* _DIRECTIONS_
When you spot the word "Number" in a line of the data below, copy that line.

=== Begin Enclosure ===

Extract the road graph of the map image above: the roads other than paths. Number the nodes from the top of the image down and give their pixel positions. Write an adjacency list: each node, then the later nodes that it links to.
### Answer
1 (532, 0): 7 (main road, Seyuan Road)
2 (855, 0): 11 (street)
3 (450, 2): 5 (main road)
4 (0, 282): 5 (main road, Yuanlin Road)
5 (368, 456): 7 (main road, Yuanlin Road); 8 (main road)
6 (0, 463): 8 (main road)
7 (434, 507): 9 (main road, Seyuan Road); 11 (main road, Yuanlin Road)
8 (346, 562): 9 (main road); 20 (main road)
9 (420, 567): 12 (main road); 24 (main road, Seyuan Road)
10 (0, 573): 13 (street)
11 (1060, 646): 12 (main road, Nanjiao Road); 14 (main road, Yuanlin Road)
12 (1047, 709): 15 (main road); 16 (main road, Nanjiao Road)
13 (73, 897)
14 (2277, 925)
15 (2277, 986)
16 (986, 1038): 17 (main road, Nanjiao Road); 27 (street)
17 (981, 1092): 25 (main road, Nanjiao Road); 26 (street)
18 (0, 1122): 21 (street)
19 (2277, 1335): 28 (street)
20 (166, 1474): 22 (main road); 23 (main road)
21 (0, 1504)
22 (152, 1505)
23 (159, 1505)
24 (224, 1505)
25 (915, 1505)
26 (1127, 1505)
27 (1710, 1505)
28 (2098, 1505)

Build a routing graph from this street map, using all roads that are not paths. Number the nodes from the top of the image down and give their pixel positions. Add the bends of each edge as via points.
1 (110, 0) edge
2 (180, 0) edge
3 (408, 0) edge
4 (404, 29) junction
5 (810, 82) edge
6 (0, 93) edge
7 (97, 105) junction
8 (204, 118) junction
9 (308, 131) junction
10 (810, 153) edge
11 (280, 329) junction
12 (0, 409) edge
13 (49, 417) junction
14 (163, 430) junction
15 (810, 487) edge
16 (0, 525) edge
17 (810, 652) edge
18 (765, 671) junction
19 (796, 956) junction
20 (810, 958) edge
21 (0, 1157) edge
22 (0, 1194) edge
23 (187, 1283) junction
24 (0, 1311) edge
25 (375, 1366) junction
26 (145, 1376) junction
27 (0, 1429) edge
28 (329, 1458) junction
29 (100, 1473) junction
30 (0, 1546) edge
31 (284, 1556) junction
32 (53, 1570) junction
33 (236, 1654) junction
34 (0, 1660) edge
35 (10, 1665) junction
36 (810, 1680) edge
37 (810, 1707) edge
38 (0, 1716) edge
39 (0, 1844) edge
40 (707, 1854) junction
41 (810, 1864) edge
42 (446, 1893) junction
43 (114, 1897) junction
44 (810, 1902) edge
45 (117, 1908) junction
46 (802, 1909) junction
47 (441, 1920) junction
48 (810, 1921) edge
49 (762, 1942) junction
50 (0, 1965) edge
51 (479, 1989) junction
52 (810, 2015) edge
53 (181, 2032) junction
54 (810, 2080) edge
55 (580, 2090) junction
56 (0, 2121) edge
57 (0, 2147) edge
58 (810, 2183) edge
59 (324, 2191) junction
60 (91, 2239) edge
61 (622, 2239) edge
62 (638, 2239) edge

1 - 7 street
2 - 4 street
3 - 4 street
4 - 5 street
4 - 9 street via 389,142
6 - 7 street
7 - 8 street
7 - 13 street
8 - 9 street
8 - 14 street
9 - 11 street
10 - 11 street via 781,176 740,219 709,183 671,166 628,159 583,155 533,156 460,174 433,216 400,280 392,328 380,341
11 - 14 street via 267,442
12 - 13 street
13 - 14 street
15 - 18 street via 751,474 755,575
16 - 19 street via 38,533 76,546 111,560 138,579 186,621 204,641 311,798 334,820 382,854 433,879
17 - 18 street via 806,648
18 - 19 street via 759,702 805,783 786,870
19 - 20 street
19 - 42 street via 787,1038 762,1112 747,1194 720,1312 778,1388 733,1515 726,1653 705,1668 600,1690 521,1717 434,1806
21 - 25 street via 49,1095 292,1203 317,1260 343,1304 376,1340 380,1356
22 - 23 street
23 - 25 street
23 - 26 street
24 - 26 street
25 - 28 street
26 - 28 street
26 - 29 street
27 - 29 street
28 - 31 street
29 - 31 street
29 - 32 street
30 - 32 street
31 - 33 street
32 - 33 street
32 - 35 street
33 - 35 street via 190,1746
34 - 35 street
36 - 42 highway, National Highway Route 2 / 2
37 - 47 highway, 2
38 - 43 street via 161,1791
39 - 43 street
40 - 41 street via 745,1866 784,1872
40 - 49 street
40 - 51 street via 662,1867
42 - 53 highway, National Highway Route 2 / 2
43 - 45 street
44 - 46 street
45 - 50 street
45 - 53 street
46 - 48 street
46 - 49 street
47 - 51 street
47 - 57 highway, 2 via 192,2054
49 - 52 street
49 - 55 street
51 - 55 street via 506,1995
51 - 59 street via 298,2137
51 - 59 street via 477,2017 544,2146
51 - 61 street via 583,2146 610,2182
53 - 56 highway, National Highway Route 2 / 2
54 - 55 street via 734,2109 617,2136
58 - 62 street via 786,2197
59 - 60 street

=== End Enclosure ===

* _ANSWER FOR THE TASK_
Extract the road graph of the map image above: the roads other than paths. Number the nodes from the top of the image down and give their pixel positions. Write an adjacency list: each node, then the later nodes that it links to.
Build a routing graph from this street map, using all roads that are not paths. Number the nodes from the top of the image down and give their pixel positions. Add the bends of each edge as via points.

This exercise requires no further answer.